Lake Malawi took part in technical rehearsals on 4 and 9 May, followed by dress rehearsals on 13 and 14 May. This included the jury show on 13 May where the professional juries of each country watched and voted on the competing entries.

The Czech performance featured the members of Lake Malawi appearing on stage wearing jumpers of different colours: Albert Černý in yellow, Antonín Hrabal in black and Jeroným Šubrt in red. Each member were in separate blue, yellow and pink frames with the LED screens displaying yellow, red and black colours as well as the logo of the band with the word "Friend" in different languages written in it. The performance also featured the use of augmented reality, where the frames were multiplied and moved over the screen. Three off-stage backing vocalists performed with Lake Malawi: Adina Vostry, Jakub Gabriel Anděl Rajnoch and Jakub Xavier Baro.

At the end of the show, Czech Republic was announced as having finished in the top 10 and subsequently qualifying for the grand final. It was later revealed that the Czech Republic placed second in the semi-final, receiving a total of 242 points: 86 points from the televoting and 157 points from the juries.

=== Final ===
Shortly after the first semi-final, a winners' press conference was held for the ten qualifying countries. As part of this press conference, the qualifying artists took part in a draw to determine which half of the grand final they would subsequently participate in. This draw was done in the order the countries were announced during the semi-final. The Czech Republic was drawn to compete in the first half. Following this draw, the shows' producers decided upon the running order of the final, as they had done for the semi-finals. The Czech Republic was subsequently placed to perform in position 3, following the entry from Albania and before the entry from Germany.

Lake Malawi once again took part in dress rehearsals on 17 and 18 May before the final, including the jury final where the professional juries cast their final votes before the live show. The band performed a repeat of their semi-final performance during the final on 18 May. Czech Republic placed eleventh in the final, scoring 157 points: 7 points from the televoting and 150 points from the juries.

===Voting===
Voting during the three shows involved each country awarding two sets of points from 1-8, 10 and 12: one from their professional jury and the other from televoting.

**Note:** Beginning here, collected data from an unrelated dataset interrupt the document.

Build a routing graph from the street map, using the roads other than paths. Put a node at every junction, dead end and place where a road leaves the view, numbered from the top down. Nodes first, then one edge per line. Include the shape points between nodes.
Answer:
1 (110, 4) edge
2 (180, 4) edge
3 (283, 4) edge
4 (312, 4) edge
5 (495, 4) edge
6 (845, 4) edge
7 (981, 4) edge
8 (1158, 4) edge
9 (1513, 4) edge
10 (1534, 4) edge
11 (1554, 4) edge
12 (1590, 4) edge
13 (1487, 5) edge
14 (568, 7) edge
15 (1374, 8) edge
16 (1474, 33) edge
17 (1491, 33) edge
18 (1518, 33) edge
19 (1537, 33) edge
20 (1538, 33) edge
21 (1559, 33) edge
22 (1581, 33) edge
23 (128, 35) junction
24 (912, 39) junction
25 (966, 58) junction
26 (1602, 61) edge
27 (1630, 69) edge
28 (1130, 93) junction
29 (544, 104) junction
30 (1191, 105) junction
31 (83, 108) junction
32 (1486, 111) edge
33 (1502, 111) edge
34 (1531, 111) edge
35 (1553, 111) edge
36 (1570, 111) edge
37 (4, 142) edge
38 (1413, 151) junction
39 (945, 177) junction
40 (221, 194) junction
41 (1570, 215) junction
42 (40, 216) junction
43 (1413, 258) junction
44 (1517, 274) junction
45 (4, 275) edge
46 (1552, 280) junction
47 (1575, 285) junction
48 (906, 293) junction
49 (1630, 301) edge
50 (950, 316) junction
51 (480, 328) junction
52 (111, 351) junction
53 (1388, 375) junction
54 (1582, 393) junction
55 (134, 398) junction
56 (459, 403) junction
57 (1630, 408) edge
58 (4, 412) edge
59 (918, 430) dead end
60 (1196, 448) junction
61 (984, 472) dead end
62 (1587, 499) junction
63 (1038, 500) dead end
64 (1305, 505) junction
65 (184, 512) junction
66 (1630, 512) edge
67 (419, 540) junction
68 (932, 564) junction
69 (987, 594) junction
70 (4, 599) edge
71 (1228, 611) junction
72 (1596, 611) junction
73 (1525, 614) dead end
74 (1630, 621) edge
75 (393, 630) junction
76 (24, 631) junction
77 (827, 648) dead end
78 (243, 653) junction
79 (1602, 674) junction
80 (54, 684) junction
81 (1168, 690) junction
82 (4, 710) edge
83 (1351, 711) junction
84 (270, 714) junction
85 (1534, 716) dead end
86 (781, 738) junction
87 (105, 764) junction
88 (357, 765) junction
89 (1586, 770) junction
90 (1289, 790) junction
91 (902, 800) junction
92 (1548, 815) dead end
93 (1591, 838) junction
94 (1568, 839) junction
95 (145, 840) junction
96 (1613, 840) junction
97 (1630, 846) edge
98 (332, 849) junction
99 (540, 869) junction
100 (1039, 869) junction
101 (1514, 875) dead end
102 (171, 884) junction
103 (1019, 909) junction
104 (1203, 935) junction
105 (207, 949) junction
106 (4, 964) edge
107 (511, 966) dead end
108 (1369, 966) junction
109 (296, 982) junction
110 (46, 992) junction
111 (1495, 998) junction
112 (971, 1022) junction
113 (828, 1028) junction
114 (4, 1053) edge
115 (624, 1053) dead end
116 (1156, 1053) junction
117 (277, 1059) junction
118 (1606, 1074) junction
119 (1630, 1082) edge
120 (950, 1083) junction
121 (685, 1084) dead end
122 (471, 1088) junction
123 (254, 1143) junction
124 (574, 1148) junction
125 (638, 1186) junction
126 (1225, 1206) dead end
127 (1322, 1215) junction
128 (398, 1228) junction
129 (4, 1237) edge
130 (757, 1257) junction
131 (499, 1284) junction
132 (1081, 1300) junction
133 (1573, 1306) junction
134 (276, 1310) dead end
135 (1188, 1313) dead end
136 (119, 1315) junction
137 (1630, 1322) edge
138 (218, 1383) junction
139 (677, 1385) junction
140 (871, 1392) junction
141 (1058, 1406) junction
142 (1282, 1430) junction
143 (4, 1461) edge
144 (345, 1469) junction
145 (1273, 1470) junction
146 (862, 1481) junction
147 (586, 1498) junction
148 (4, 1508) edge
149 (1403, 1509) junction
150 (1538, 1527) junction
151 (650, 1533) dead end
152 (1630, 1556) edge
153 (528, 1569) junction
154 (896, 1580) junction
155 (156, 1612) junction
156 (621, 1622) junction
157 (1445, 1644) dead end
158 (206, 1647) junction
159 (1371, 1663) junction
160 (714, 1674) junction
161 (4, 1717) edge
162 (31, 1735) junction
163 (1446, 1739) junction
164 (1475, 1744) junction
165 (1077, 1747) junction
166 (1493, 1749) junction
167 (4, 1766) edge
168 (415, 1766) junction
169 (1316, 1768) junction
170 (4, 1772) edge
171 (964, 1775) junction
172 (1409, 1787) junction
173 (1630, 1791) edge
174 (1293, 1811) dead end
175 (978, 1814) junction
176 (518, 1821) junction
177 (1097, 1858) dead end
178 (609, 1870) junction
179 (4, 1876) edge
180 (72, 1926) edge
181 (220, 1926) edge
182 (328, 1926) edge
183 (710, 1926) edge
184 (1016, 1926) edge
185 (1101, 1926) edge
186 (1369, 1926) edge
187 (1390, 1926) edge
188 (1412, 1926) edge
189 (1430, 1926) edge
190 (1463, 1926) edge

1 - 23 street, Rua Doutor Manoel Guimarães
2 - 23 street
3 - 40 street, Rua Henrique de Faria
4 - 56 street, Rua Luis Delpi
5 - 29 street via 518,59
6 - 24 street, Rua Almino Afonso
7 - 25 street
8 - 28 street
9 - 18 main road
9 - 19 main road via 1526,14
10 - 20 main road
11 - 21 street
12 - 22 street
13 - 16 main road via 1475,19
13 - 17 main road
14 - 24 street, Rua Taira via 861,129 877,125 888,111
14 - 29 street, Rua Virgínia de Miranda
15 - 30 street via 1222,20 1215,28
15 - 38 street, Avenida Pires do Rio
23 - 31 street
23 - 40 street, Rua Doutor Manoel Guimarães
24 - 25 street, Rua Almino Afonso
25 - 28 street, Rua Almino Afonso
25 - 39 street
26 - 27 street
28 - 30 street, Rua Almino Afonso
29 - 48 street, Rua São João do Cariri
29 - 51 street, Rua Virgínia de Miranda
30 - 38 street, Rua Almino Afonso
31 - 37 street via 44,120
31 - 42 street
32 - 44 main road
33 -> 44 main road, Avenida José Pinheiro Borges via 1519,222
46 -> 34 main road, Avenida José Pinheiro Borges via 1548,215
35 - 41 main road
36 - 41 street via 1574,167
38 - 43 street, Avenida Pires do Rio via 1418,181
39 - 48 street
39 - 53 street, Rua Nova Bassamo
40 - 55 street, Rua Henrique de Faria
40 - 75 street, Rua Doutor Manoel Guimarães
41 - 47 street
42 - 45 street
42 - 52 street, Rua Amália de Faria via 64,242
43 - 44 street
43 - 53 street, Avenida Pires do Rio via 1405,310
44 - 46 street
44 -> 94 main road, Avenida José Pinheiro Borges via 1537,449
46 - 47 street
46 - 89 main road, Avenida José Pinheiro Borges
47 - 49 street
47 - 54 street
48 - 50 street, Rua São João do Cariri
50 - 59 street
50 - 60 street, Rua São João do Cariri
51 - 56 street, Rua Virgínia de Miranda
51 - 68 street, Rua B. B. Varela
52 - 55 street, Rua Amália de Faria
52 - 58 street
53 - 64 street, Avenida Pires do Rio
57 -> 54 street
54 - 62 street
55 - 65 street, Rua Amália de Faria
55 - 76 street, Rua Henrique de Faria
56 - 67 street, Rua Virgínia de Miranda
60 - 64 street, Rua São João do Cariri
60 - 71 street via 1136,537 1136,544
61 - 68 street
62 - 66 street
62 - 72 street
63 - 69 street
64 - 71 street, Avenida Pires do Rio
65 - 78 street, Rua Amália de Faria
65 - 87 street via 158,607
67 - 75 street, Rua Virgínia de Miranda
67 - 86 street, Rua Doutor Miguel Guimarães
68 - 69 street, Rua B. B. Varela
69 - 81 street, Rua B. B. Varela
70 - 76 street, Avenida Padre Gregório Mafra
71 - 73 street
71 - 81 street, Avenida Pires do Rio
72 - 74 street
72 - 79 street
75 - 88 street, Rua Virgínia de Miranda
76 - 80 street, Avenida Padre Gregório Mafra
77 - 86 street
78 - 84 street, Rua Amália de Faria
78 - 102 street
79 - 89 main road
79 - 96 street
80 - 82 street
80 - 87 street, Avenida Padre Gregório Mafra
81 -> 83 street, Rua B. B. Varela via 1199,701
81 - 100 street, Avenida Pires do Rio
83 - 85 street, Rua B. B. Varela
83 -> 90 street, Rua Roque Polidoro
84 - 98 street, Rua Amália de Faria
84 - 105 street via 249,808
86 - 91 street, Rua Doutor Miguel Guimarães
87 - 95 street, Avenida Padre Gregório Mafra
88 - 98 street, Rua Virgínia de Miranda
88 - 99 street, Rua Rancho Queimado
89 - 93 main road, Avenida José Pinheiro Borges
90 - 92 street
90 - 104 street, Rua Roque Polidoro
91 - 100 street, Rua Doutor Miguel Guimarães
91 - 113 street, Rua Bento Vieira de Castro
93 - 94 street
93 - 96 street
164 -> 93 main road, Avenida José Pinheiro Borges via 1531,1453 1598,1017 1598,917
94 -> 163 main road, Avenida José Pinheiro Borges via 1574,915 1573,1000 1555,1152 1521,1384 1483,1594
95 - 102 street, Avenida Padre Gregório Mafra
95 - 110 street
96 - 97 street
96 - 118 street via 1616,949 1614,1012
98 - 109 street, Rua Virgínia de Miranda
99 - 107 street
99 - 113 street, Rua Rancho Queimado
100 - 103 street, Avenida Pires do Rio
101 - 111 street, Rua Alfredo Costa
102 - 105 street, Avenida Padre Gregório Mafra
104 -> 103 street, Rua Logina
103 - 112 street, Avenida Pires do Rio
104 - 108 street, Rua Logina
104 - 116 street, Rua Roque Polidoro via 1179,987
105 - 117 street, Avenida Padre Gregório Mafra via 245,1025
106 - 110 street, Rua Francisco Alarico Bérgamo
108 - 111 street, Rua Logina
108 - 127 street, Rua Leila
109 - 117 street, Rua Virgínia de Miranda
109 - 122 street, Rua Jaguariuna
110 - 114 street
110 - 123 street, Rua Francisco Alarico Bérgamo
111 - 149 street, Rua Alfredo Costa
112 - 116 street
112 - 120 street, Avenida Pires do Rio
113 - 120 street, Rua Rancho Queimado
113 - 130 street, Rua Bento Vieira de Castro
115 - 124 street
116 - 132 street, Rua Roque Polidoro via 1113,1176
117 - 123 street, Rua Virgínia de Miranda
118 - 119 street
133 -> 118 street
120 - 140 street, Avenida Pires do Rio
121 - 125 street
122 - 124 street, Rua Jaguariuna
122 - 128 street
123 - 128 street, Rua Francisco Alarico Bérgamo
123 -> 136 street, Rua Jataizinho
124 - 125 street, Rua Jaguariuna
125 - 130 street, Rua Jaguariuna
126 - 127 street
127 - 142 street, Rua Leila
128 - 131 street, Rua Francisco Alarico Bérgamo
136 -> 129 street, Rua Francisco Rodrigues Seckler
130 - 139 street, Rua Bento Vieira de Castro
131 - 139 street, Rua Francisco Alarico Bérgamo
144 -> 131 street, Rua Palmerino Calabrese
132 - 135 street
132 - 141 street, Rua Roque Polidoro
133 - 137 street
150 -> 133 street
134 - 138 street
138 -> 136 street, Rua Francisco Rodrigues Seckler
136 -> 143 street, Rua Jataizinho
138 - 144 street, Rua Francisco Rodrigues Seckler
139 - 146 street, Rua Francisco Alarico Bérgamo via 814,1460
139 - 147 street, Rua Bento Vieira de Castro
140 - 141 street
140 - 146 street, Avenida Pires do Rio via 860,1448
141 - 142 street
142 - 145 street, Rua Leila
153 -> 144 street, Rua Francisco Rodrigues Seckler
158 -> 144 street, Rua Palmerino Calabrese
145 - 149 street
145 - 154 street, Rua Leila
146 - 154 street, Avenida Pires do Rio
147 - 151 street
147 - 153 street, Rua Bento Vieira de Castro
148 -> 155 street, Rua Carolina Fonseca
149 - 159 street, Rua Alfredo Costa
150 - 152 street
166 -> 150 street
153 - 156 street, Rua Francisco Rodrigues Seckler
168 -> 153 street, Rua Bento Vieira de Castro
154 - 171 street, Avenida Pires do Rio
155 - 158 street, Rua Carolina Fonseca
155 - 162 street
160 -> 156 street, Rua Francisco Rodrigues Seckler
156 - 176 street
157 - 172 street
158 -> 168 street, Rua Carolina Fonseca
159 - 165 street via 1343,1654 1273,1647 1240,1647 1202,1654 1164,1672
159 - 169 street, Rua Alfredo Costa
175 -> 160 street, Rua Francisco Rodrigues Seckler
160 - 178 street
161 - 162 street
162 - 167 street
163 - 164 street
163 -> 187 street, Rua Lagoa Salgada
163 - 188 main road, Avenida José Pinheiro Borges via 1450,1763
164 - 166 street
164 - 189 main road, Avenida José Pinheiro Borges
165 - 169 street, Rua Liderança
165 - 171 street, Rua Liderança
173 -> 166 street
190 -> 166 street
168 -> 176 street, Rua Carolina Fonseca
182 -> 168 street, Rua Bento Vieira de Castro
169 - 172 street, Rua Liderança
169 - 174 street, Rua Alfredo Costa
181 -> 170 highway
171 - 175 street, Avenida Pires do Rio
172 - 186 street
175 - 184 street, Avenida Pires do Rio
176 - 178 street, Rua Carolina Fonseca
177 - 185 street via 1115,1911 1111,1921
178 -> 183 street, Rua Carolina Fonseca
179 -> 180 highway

Each nation's jury consisted of five music industry professionals who are citizens of the country they represent, with their names published before the contest to ensure transparency. This jury judged each entry based on: vocal capacity; the stage performance; the song's composition and originality; and the overall impression by the act. In addition, no member of a national jury was permitted to be related in any way to any of the competing acts in such a way that they cannot vote impartially and independently. The individual rankings of each jury member as well as the nation's televoting results were released shortly after the grand final.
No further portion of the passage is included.